Der 46-jährige Kai Bösel ist einer der wenigen Väter in Deutschland, die erfolgreich einen Familienblog betreiben. "Daddylicious" nennt sich der Blog, den er gemeinsam mit seinem Kumpel Mark Bourichter im Jahr 2012 ins Leben gerufen hat. Damals hatte er nach der Geburt seiner heute sechs jährigen Tochter gerade mit der Elternzeit begonnen. Nur dass es online nirgends die Informationen gab, die Kai suchte: "Das Netz war rosa-rot. Es gab sehr viele Seiten für Mütter, Magazine für Mütter. Und mir fehlte ein Angebot von Vätern für Väter, wo ich mich informieren kann und mir meine Fragen beantwortet werden. Und meinem Freund Marc ging es genauso. Und dann haben wir beschlossen, unser eigenes Magazin zu starten und anderen Vätern Impulse zu geben, Hilfestellung oder einfach Geschichten aus unserem Leben zu erzählen, in der Hoffnung, dass das jemand gut findet. Und weil wir mit die ersten Papas waren, die das gemacht haben, sind wir dann sehr schnell gewachsen."
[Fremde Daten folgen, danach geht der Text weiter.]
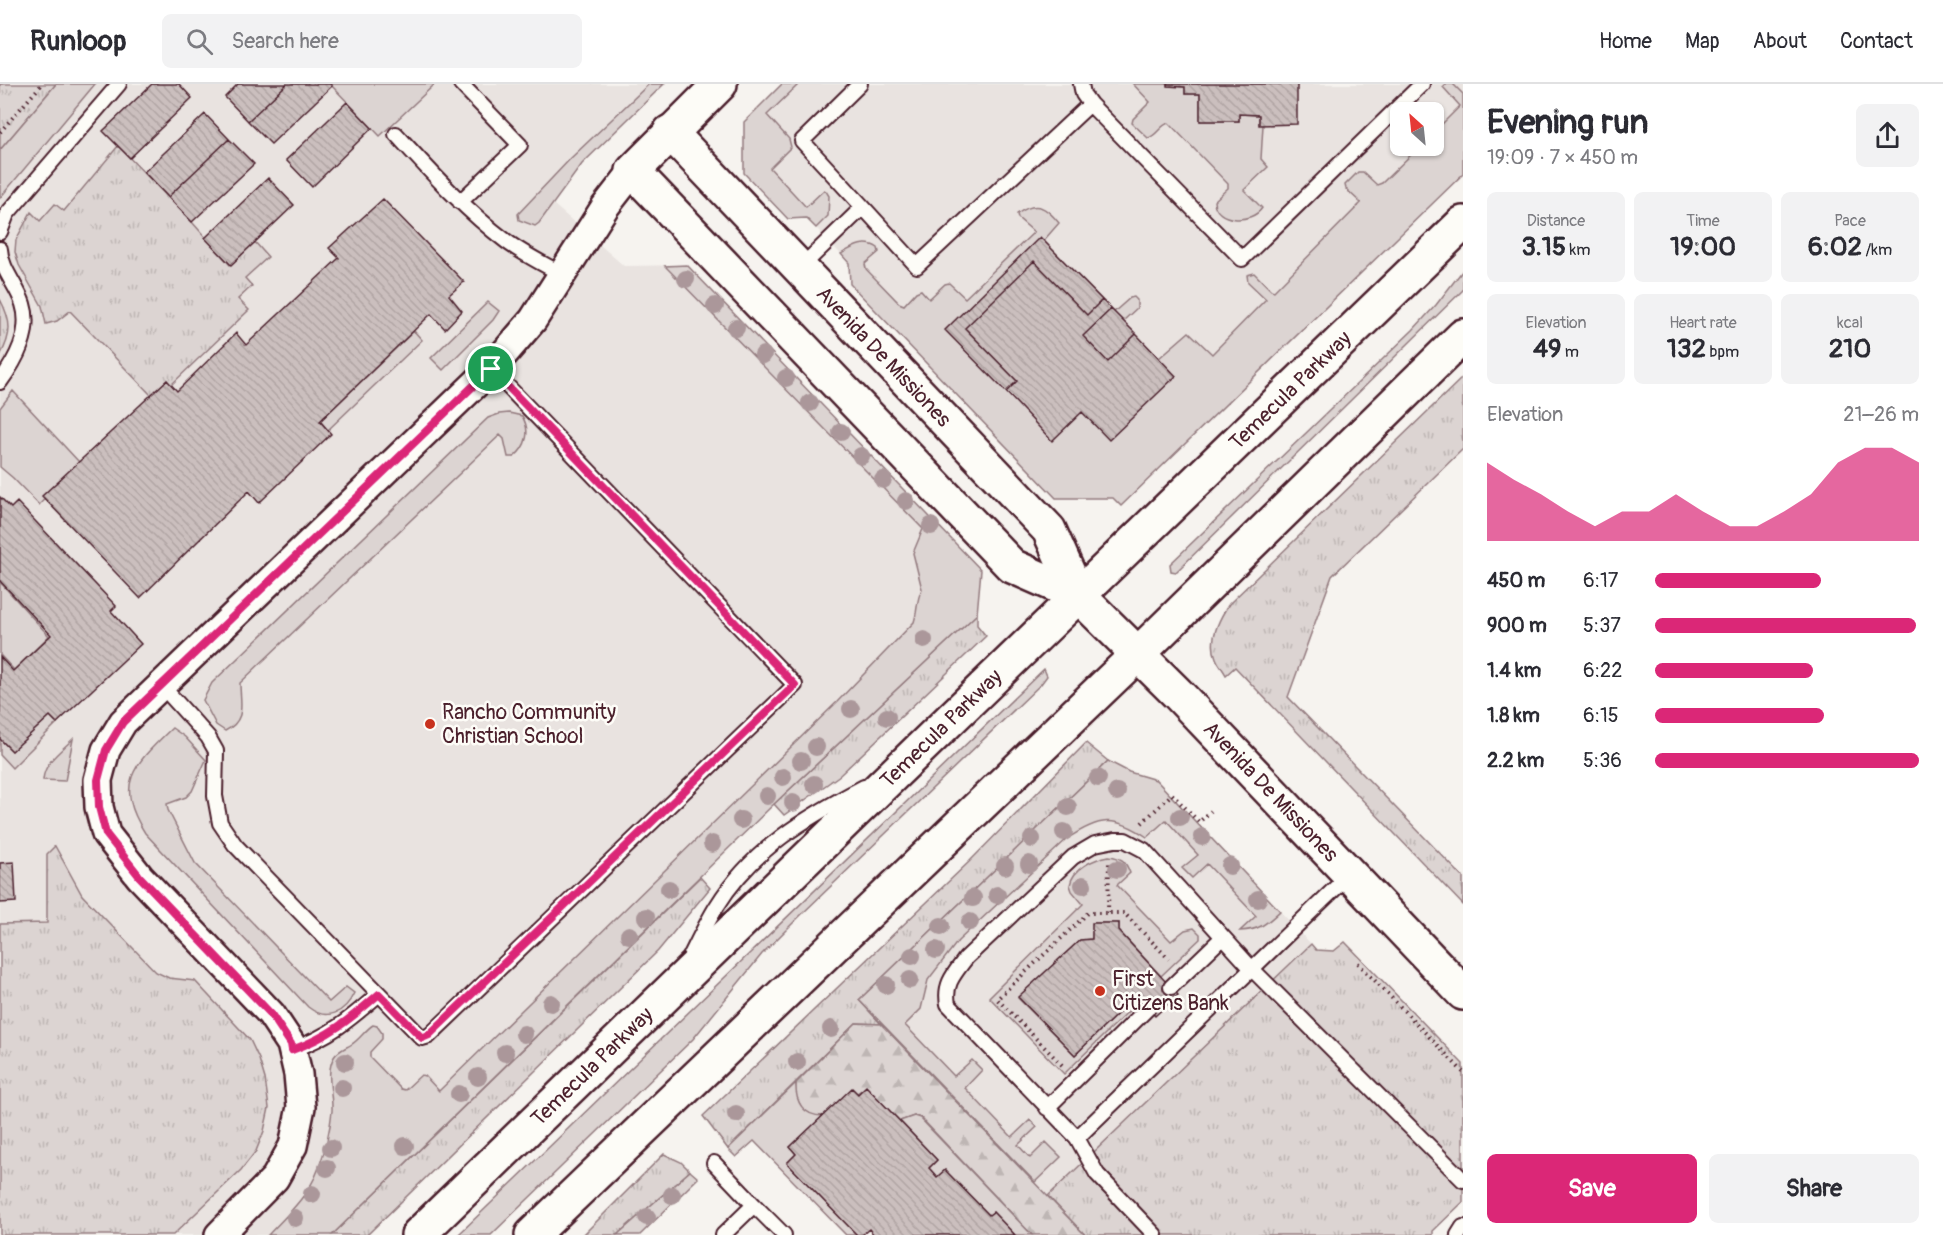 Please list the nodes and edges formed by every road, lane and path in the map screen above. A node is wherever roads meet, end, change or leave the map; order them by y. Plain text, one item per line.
1 (42, 84) edge
2 (119, 84) edge
3 (461, 84) edge
4 (720, 84) edge
5 (860, 84) edge
6 (1081, 84) edge
7 (1422, 84) edge
8 (1090, 104) junction
9 (0, 132) edge
10 (670, 132) junction
11 (396, 134) dead end
12 (633, 171) junction
13 (460, 202) junction
14 (863, 207) junction
15 (1463, 223) edge
16 (0, 232) edge
17 (0, 249) edge
18 (800, 268) junction
19 (562, 274) junction
20 (1463, 336) edge
21 (491, 369) junction
22 (0, 382) edge
23 (1078, 595) junction
24 (1138, 654) junction
25 (161, 685) junction
26 (1351, 873) junction
27 (1223, 937) junction
28 (1358, 963) dead end
29 (1252, 969) junction
30 (1184, 975) junction
31 (1171, 987) dead end
32 (1463, 993) edge
33 (379, 994) junction
34 (1148, 1008) dead end
35 (292, 1050) junction
36 (1463, 1072) edge
37 (1077, 1079) junction
38 (1047, 1108) junction
39 (1077, 1138) junction
40 (714, 1163) dead end
41 (1463, 1180) edge
42 (754, 1205) junction
43 (1463, 1227) edge
44 (219, 1235) edge
45 (418, 1235) edge
46 (532, 1235) edge
47 (723, 1235) edge
48 (784, 1235) edge
49 (1155, 1235) edge
50 (1458, 1235) edge

1 - 9 path
2 - 16 lane
3 - 13 lane
4 - 10 main road
5 - 14 lane
6 - 8 lane
7 - 8 lane
8 - 14 lane
10 - 12 main road
10 - 18 main road, Avenida De Missiones
11 - 13 lane
12 - 19 street
12 - 23 main road, Avenida De Missiones
13 - 19 lane
14 - 18 lane
15 - 23 main road, Temecula Parkway
17 - 22 lane
18 - 23 main road, Avenida De Missiones
19 - 21 street
20 - 24 main road
21 - 25 street
21 - 33 lane
23 - 24 main road, Avenida De Missiones
23 - 45 main road, Temecula Parkway
24 - 26 main road, Avenida De Missiones
24 - 46 main road
25 - 33 lane
25 - 35 street
26 - 29 lane
26 - 32 main road, Avenida De Missiones
27 - 29 lane
27 - 30 lane
27 - 38 lane
28 - 36 path
29 - 39 lane
29 - 41 lane
30 - 31 lane
30 - 37 path
33 - 35 lane
34 - 37 lane
35 - 44 street
37 - 38 lane
38 - 39 lane
39 - 49 lane
40 - 42 lane
42 - 47 lane
42 - 48 lane
43 - 50 lane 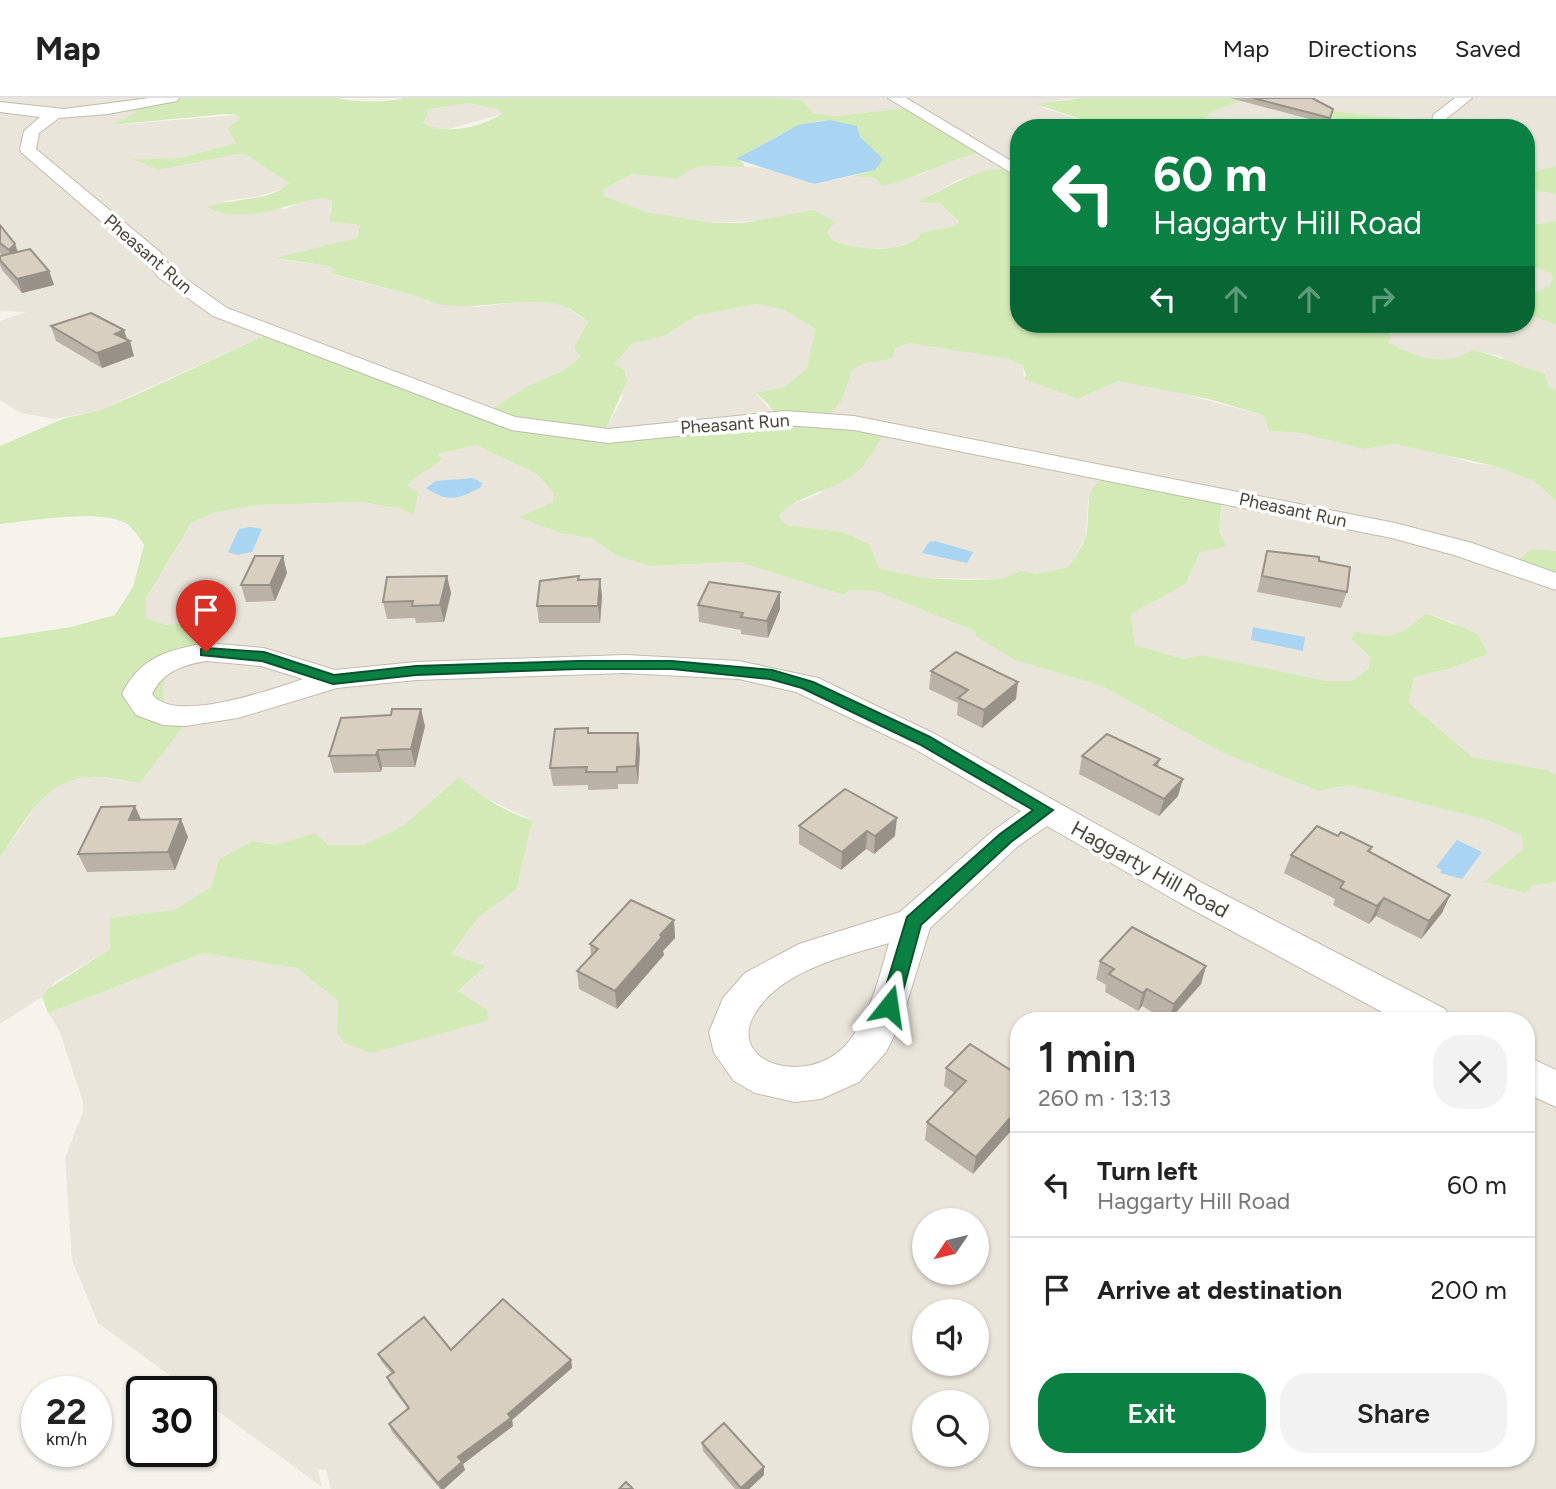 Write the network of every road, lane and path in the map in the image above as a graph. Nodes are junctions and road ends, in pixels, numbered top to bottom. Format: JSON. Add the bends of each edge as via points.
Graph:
{"nodes":[{"id":1,"x":172,"y":98,"type":"edge"},
{"id":2,"x":895,"y":98,"type":"edge"},
{"id":3,"x":1465,"y":98,"type":"edge"},
{"id":4,"x":0,"y":107,"type":"edge"},
{"id":5,"x":57,"y":112,"type":"junction"},
{"id":6,"x":1438,"y":119,"type":"edge"},
{"id":7,"x":1010,"y":167,"type":"edge"},
{"id":8,"x":1556,"y":582,"type":"edge"},
{"id":9,"x":333,"y":679,"type":"junction"},
{"id":10,"x":1045,"y":810,"type":"junction"},
{"id":11,"x":913,"y":922,"type":"junction"},
{"id":12,"x":1416,"y":1012,"type":"edge"},
{"id":13,"x":1535,"y":1078,"type":"edge"},
{"id":14,"x":1556,"y":1090,"type":"edge"}],
"edges":[{"from":1,"to":5,"type":"street"},
{"from":2,"to":7,"type":"street"},
{"from":3,"to":6,"type":"street"},
{"from":4,"to":5,"type":"street"},
{"from":5,"to":8,"type":"street","name":"Pheasant Run","via":[[32,131],[28,150],[153,256],[165,273],[220,312],[511,423],[608,436],[785,418],[854,424],[1395,531]]},
{"from":9,"to":9,"type":"street","name":"Haggarty Hill Road","via":[[264,657],[206,652],[160,665],[143,678],[137,694],[146,708],[170,716],[203,714],[277,698]]},
{"from":9,"to":10,"type":"street","name":"Haggarty Hill Road","via":[[416,671],[625,664],[772,674],[841,699]]},
{"from":10,"to":11,"type":"street","via":[[1006,838]]},
{"from":10,"to":12,"type":"street","name":"Haggarty Hill Road"},
{"from":11,"to":11,"type":"street","via":[[889,1006],[845,1071],[818,1082],[781,1085],[752,1074],[732,1050],[729,1019],[762,981],[824,950]]},
{"from":13,"to":14,"type":"street"}]}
Wie gehen sie mit dem Druck um, immer wieder nachlegen zu müssen?

Eine große Anhängerschaft im Netz sorgt bei den Bloggern, Youtubern und Co also für ein gefülltes Konto. Aber ist es das wert? Wie gehen sie mit dem Druck um, immer wieder nachlegen zu müssen - eine neue Geschichte, ein neues Foto von sich selbst, vom Partner, vielleicht gar von den eigenen Kindern? Bleibt dabei wirklich alles authentisch? Und wie stecken die Internet-Stars Kommentare und Shitstorms weg? 

Das Forum am Sonntag will diesen Fragen auf den Grund gehen. Die Autorin begleitet drei Internetstars, die an verschiedenen Punkten in ihrer Karriere stehen. Sie berichten über schöne und finstere Seiten ihres Lebens im Netz, über die Art der Zusammenarbeit mit Werbeunternehmen, über Reaktionen im Umfeld und den Umgang mit ihrem Privatleben.